At the 2016 Annual SMA Conference, Cure SMA announced $2.5 million in new planned research funding over the next 12 months. This funding will be used strategically to help accelerate research and ensure we are developing treatments for all types, ages, and stages of SMA.
As the SMA research landscape has developed and the drug pipeline has grown, we recently undertook a systematic review of our research funding priorities. Through conversations with independent SMA experts, our scientific advisory groups, and the newly formed Medicine and Science Committee in our Board of Directors, Cure SMA has created a strategic research plan to guide us into this next phase of SMA research.
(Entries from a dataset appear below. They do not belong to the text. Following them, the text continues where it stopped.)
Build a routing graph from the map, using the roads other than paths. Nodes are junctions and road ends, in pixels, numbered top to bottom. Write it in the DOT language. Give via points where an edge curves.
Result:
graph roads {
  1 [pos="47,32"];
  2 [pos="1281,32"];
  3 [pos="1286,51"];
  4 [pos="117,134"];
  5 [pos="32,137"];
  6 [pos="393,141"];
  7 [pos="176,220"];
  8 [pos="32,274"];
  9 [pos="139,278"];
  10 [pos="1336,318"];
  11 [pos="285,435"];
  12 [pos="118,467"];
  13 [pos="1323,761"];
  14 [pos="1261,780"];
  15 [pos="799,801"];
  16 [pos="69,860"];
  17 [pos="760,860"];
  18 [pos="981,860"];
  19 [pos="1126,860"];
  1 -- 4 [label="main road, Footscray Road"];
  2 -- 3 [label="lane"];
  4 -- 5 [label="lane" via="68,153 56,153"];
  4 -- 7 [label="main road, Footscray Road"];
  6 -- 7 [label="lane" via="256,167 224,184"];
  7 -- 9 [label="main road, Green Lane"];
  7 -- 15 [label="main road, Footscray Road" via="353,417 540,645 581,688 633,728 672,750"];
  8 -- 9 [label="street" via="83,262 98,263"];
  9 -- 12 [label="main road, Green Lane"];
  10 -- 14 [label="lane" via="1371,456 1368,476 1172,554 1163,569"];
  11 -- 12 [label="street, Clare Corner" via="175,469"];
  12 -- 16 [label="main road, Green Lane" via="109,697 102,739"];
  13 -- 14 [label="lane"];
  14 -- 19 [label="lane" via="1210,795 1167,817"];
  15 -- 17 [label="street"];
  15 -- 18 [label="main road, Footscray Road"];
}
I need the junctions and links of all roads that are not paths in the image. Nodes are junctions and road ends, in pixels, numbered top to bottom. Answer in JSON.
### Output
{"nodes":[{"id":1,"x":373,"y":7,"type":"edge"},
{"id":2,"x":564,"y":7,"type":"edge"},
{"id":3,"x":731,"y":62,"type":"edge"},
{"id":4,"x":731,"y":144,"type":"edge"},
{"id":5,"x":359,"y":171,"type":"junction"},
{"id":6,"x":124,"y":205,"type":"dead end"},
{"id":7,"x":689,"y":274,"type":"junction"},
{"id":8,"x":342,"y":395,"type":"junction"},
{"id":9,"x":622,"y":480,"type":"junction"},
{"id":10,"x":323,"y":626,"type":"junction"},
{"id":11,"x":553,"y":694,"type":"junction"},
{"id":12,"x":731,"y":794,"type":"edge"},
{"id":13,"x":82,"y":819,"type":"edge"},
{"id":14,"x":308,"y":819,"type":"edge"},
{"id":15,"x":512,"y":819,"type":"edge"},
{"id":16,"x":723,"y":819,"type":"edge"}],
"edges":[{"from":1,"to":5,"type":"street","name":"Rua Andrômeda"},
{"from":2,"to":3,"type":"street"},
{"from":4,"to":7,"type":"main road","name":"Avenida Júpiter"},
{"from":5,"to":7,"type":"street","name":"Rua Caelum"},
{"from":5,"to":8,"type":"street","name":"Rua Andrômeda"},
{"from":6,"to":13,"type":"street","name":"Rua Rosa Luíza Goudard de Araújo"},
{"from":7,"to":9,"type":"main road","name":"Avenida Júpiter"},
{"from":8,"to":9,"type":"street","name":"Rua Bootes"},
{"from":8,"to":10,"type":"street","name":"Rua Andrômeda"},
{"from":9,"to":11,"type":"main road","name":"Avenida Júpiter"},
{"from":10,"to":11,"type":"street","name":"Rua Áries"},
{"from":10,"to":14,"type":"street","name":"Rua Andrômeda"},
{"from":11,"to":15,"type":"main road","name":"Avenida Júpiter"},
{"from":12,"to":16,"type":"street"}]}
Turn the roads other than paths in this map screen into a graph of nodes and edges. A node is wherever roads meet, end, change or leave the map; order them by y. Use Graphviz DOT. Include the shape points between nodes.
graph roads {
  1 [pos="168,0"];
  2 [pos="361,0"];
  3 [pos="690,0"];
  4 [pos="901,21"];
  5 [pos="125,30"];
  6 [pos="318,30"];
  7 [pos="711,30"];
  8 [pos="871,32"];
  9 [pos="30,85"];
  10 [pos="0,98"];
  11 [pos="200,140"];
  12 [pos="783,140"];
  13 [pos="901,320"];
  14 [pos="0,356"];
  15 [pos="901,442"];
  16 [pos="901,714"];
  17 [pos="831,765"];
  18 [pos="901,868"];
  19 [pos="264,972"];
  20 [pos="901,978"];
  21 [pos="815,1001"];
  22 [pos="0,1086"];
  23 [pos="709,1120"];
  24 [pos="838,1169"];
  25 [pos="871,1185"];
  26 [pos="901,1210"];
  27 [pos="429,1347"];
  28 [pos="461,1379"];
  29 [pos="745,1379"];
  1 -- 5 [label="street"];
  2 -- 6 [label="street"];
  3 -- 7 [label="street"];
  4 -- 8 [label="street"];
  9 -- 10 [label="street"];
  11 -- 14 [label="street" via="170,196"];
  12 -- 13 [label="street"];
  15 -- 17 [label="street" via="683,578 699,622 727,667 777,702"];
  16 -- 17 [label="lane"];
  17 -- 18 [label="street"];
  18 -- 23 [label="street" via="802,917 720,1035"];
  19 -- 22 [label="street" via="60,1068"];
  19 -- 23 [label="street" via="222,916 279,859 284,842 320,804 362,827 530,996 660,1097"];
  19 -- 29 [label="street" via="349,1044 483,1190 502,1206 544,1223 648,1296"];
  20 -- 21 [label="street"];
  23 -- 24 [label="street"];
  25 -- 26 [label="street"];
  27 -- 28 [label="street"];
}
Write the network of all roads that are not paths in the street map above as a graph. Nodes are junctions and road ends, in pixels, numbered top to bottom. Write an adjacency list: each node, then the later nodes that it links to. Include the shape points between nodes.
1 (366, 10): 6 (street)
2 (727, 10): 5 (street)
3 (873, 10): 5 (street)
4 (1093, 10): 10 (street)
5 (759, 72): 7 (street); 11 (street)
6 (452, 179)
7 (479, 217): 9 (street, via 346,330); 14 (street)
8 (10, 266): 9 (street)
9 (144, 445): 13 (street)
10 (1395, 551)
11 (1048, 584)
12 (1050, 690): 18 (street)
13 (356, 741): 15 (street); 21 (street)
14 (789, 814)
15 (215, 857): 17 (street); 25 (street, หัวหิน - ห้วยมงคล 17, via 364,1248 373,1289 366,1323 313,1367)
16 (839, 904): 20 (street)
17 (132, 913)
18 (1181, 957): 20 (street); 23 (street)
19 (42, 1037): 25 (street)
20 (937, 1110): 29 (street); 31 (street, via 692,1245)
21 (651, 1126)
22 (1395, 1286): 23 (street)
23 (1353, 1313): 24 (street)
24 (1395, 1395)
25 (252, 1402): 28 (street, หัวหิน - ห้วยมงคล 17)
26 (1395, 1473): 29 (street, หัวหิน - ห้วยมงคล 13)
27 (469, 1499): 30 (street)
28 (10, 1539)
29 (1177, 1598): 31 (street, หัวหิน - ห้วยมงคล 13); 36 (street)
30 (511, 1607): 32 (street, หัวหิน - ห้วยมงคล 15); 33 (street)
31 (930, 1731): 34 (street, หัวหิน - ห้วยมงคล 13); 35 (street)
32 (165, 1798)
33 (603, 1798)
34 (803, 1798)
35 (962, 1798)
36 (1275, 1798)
This strategic research plan identifies the areas of greatest need and where we are best positioned to make a significant difference.
Continued Funding for Basic Research
Basic research investigates the causes and biology of SMA, often revealing more effective ways of making SMA drugs. Continued funding in basic research will help address questions about survival motor neuron (SMN) protein, which is not produced properly in the bodies of those with SMA, and help us identify other systems, pathways and processes that are affected in SMA.
This research could then lead to the development of combination therapies for SMA, using both our knowledge of SMN protein and our knowledge of these other systems, pathways and processes. Approaches that work on these other areas could be used in combination with approaches that work on SMN levels, allowing us to develop treatments for all types, ages, and stages of SMA.
Greater Funding for Clinical and Regulatory Research
As more SMA drug programs progress through clinical trials, there is an increasing need for us to address clinical and regulatory issues and bring the patient voice into the process. Funding for this area will be directed toward several critical projects:
- Developing regulatory approaches to patient-focused drug development
- Defining clinical meaningfulness and risk/benefit in ways significant to our community
- Holding a Voice of the Patient Meeting with the FDA
- Standardizing and training for clinical trial protocols across sites
- Educating and engaging physicians, caregivers and patients
Many of these projects will be carried out as part of a new a collaborative industry consortium. Through this group, seven companies working in SMA drug development will share information, ideas, and data, working together on projects that will benefit our community.
Greater Funding for Patient Care Initiatives
Cure SMA has been working for the past several years to collect data and information on the experiences of living with SMA. Earlier this year, we expanded our ongoing data collection efforts by launching a survey tool for those newly diagnosed with SMA. In the next several months, we will announce a second survey targeted toward individuals and families not newly diagnosed.
A portion of our research funding for the coming year will be used to gather these responses and create a database that will demonstrate the impact of SMA over time. This information will help the scientific and research communities create answers that address these real-world concerns, and accelerate therapy development for SMA.
The increased funding will also be used to help develop centers of excellence for SMA. Information from multiple SMA care centers will be used to create evidence regarding the best care for all those affected by SMA.
The dedicated support of our community has made all of this possible. Whether families raising funds and awareness, researchers investigating new potential treatments, or pharmaceutical and regulatory partners helping us take the next steps toward approval—everyone has a role to play. Thank you to everyone for their hard work and dedication.